Between juggling the duties and responsibilities of her daycare and tending to the needs of Finnegan, McCumber made the tough decision to give the puppy to Tiger Franks, friend and Executive Director of the Champaign County Animal Welfare Shelter. During this time, McCumber made a point to stay in close contact with Franks and visited Finn at the shelter on a regular basis.
“The children here in the daycare adore him. He loved them a lot with his wagging tail that knocked them and many things over many times. Not a day goes by that we don’t talk about him or admire the pictures we took during our time with him,” said McCumber.
“Truly and honestly, it was a decision of the heart. I knew I had to do what was best for this boy.”
Late last year, Columbus Fire K9 Unit Trainer, Dennis Hammond, discovered Finn after responding to an adoption ad on the Champaign County Animal Welfare’s Facebook page. Now, Finnegan and Heising will test as a team to earn Ohio’s certification for accelerant detection K9 on June 15, 2017 at the State Fire Academy in Reynoldsburg.
“The pride, joy and surprise that this is what he ended up accomplishing in his life as such a young pup is just amazing,” said McCumber.
“I went through a long period of time where I felt that I had failed him but then finally with the help of friends and family, I was able to understand I didn’t fail him, I helped him. That’s pretty amazing within itself.”

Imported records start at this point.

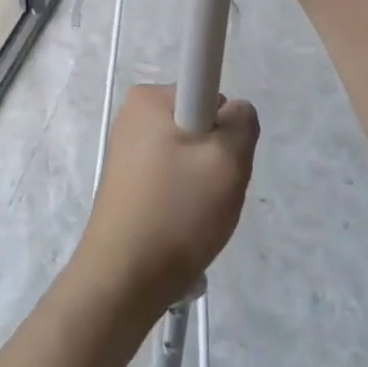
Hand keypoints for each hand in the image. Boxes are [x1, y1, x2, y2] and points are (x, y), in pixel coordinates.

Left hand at [74, 85, 258, 318]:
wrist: (124, 279)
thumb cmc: (177, 211)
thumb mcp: (228, 161)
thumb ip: (243, 122)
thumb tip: (234, 111)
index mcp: (149, 98)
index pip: (207, 88)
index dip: (225, 122)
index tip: (222, 156)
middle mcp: (133, 114)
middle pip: (199, 121)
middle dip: (216, 153)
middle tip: (215, 190)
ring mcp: (127, 147)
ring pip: (188, 151)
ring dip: (203, 178)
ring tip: (198, 212)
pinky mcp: (126, 179)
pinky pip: (171, 173)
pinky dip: (184, 194)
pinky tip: (182, 222)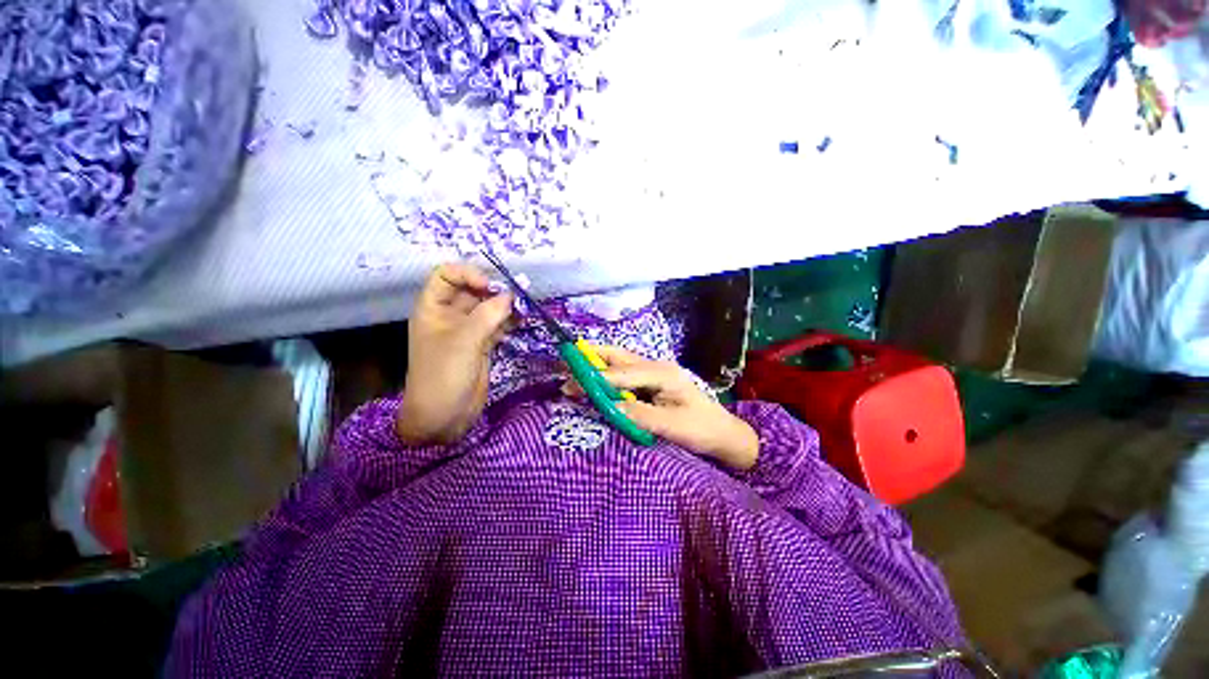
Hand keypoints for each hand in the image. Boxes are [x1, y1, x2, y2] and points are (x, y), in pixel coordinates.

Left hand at [397, 264, 513, 444]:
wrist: (443, 416)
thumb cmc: (443, 375)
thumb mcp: (464, 341)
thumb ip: (488, 315)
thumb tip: (510, 295)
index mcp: (433, 308)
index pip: (446, 276)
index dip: (467, 274)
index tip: (489, 286)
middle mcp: (450, 315)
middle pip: (472, 290)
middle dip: (494, 289)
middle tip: (518, 295)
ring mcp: (468, 330)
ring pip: (488, 307)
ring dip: (505, 305)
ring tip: (524, 307)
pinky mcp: (482, 344)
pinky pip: (497, 324)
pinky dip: (509, 321)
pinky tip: (522, 320)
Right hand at [576, 346, 759, 470]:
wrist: (723, 435)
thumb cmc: (702, 429)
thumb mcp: (673, 426)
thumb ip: (641, 415)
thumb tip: (610, 408)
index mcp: (663, 373)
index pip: (624, 372)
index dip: (598, 377)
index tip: (573, 384)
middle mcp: (656, 367)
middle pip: (619, 356)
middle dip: (593, 357)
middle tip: (567, 361)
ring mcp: (653, 374)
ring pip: (620, 363)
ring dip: (597, 364)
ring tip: (573, 370)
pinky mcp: (650, 384)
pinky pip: (623, 375)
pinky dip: (606, 377)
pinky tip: (594, 384)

Finnegan and Investigator Heising will have investigative responsibilities for Pickaway, Fayette, Clinton and Greene counties. The State of Ohio Fire Marshal now has four arson and one bomb detection dog. Three of State Fire Marshall dogs have been trained by Columbus Fire K9 Unit.

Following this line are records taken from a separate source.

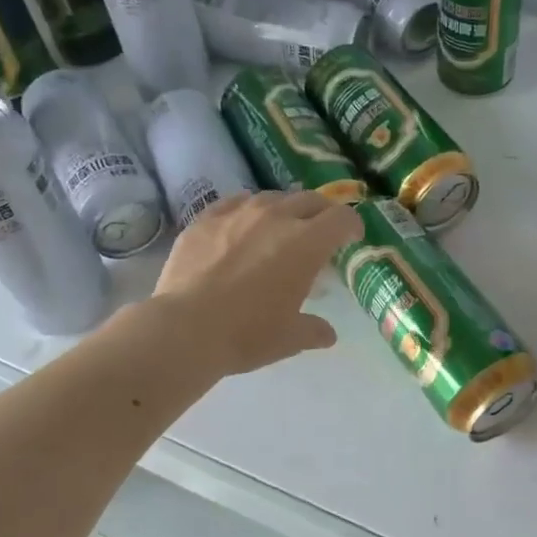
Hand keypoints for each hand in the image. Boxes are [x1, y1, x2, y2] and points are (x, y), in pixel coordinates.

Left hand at [154, 190, 362, 374]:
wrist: (185, 328)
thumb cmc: (247, 334)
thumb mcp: (289, 338)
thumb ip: (313, 330)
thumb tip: (327, 334)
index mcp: (306, 244)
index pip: (341, 218)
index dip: (351, 226)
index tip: (352, 237)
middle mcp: (276, 217)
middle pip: (309, 200)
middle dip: (321, 213)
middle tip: (320, 231)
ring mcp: (238, 213)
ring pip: (271, 197)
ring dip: (284, 209)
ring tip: (279, 227)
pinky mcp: (206, 218)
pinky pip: (235, 202)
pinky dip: (247, 209)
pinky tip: (241, 224)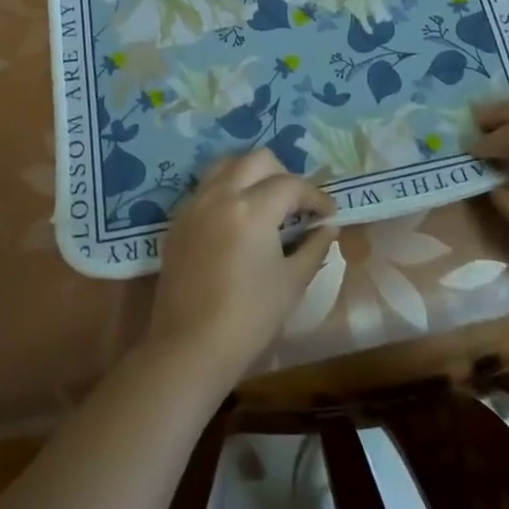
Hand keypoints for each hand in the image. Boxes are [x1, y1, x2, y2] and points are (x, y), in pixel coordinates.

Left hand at [147, 150, 337, 386]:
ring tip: (267, 203)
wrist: (189, 348)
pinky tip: (238, 220)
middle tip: (297, 204)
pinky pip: (206, 189)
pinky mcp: (178, 221)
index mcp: (251, 208)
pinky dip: (227, 191)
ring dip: (251, 175)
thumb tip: (329, 227)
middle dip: (283, 175)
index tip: (329, 213)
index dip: (316, 196)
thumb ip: (314, 247)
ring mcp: (194, 205)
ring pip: (226, 166)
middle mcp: (220, 195)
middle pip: (257, 160)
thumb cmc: (249, 318)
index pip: (291, 185)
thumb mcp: (291, 283)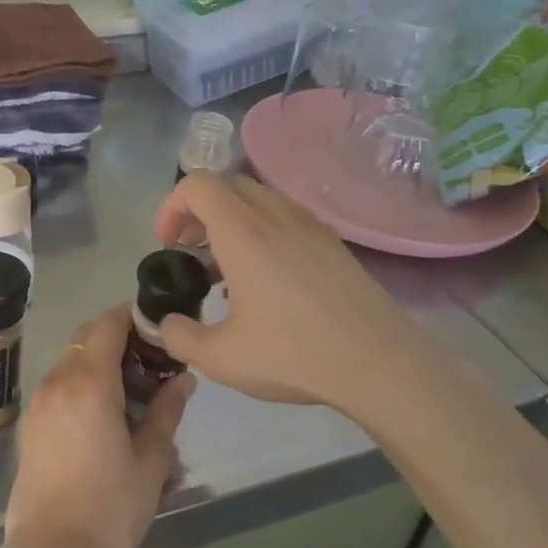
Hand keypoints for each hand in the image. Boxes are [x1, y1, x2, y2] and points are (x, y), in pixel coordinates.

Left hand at [2, 304, 194, 547]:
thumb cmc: (109, 508)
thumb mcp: (151, 461)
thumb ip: (167, 412)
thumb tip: (184, 379)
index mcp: (89, 384)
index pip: (108, 325)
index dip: (132, 315)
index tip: (158, 323)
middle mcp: (58, 381)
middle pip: (87, 337)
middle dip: (118, 335)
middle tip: (152, 355)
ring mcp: (40, 400)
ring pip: (71, 358)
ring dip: (99, 358)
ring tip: (133, 384)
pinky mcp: (31, 422)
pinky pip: (59, 382)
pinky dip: (82, 378)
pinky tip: (105, 408)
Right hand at [153, 171, 437, 416]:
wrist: (380, 363)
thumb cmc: (295, 354)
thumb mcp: (221, 358)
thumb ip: (180, 337)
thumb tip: (166, 324)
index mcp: (242, 232)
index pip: (197, 184)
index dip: (172, 206)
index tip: (168, 243)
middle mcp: (275, 215)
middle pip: (226, 185)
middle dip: (198, 210)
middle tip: (190, 249)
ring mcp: (309, 225)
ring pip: (258, 198)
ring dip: (231, 218)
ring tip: (226, 266)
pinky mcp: (332, 242)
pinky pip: (285, 216)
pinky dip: (262, 230)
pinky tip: (267, 280)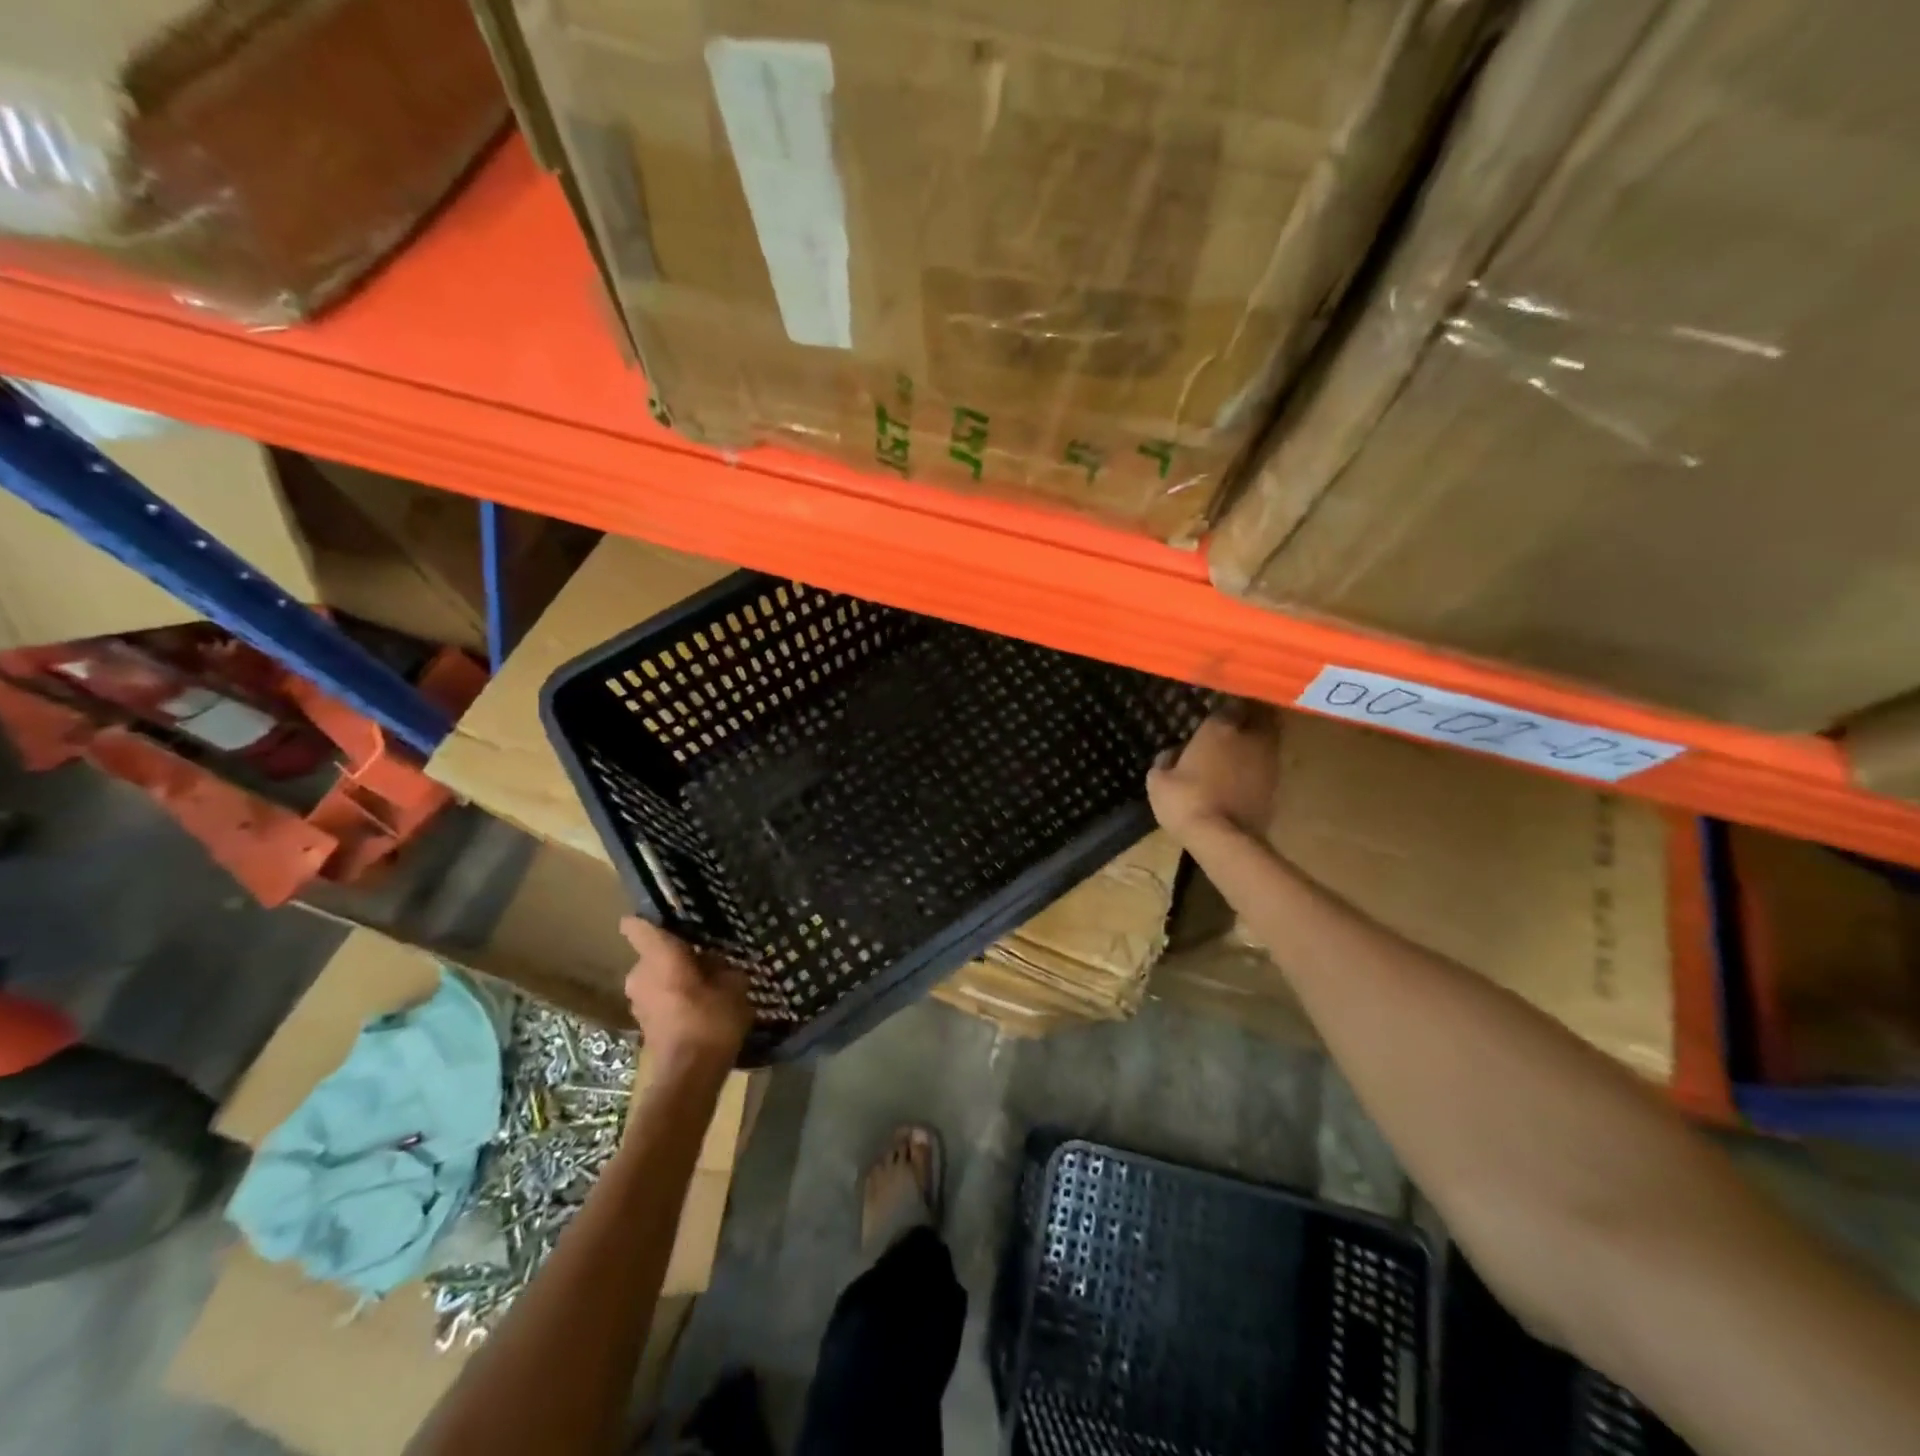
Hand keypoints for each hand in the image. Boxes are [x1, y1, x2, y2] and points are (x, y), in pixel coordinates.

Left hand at [619, 917, 754, 1070]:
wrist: (688, 1077)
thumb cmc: (710, 1021)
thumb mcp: (734, 987)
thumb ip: (725, 969)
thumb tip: (720, 963)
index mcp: (659, 957)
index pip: (638, 927)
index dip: (649, 919)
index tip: (669, 917)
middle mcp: (640, 975)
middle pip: (655, 954)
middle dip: (676, 954)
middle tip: (707, 956)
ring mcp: (638, 1001)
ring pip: (656, 977)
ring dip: (676, 978)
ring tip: (708, 982)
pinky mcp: (643, 1023)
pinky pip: (659, 998)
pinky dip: (675, 998)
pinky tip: (701, 1006)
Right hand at [1146, 701, 1281, 843]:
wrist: (1222, 838)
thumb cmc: (1185, 801)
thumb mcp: (1158, 780)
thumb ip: (1166, 760)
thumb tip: (1172, 753)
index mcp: (1219, 728)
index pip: (1228, 704)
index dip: (1223, 708)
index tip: (1215, 713)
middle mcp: (1249, 736)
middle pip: (1258, 715)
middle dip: (1250, 716)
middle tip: (1236, 723)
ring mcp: (1268, 760)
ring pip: (1268, 738)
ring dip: (1258, 739)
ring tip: (1242, 747)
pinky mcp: (1277, 784)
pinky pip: (1268, 764)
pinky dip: (1260, 764)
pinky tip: (1246, 773)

In addition to Finnegan, the Division will also be announcing the graduation of K9 Baxter, a three-year-old black lab purchased from Tarheel Canine in North Carolina. Baxter will work alongside with Columbus Fire K9 Handler Lew Smith. Smith will be retiring his current dog Paz on Thursday, June 15, 2017 after six-and-a-half years of service to the residents of Columbus.
Arson dogs are trained to detect nine different petroleum based odors frequently used in arson fires, including gasoline, diesel fuel, lamp oil, kerosene, lighter fluid, charcoal fluid, paint thinner, camping fuel and distillate-based stain removers.

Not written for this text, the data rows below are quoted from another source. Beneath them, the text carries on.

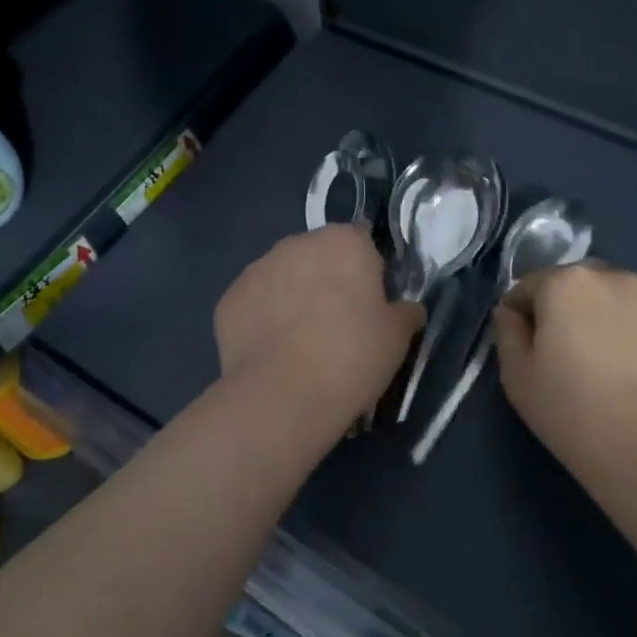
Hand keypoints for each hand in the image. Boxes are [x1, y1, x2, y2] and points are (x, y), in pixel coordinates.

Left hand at [215, 226, 423, 428]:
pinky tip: (273, 353)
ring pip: (284, 278)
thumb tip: (407, 309)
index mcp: (344, 242)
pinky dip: (263, 320)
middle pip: (319, 257)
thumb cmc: (352, 356)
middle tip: (338, 327)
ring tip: (301, 344)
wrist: (283, 395)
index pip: (362, 245)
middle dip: (327, 282)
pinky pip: (255, 304)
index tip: (371, 308)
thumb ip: (405, 312)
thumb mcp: (398, 337)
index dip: (368, 275)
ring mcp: (257, 269)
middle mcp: (297, 243)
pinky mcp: (229, 298)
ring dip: (293, 298)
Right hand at [494, 264, 636, 478]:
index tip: (529, 347)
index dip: (524, 315)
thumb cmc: (574, 413)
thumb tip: (511, 312)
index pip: (531, 286)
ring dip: (618, 319)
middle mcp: (617, 277)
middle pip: (583, 286)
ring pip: (629, 300)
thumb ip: (508, 333)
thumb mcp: (517, 378)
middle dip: (575, 310)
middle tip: (577, 356)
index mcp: (567, 283)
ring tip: (622, 367)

The dogs begin the “imprinting” process by repetition; with the trainer giving the “seek” command followed by offering the dog a whiff of a minute trace of gasoline (10 microliters, or about a quarter of a drop) which simulates the remaining residue after a hot structure fire. The K9 in training receives a lump of food as a reward each time he “sits” to indicate detection.
The K9 handler and dog must pass the state’s certification test as a team, and work on handling skills and search patterns during the training period so the pair can work as a seamless team on a fire scene.
The Division of Fire has been training dogs to assist in arson investigations and bomb detection duties since 2006. In 2016, the Division’s arson dog has assisted in 140 investigations, while a pair of explosive detection dogs have worked at 375 incidents and events, including Red, White & Boom, the Columbus Marathon, Pelotonia, Columbus Crew, Columbus Blue Jackets and Ohio State Buckeye sporting events, plus many high profile political candidate visits, including President Barack Obama and then candidate Donald Trump recent visits to Columbus.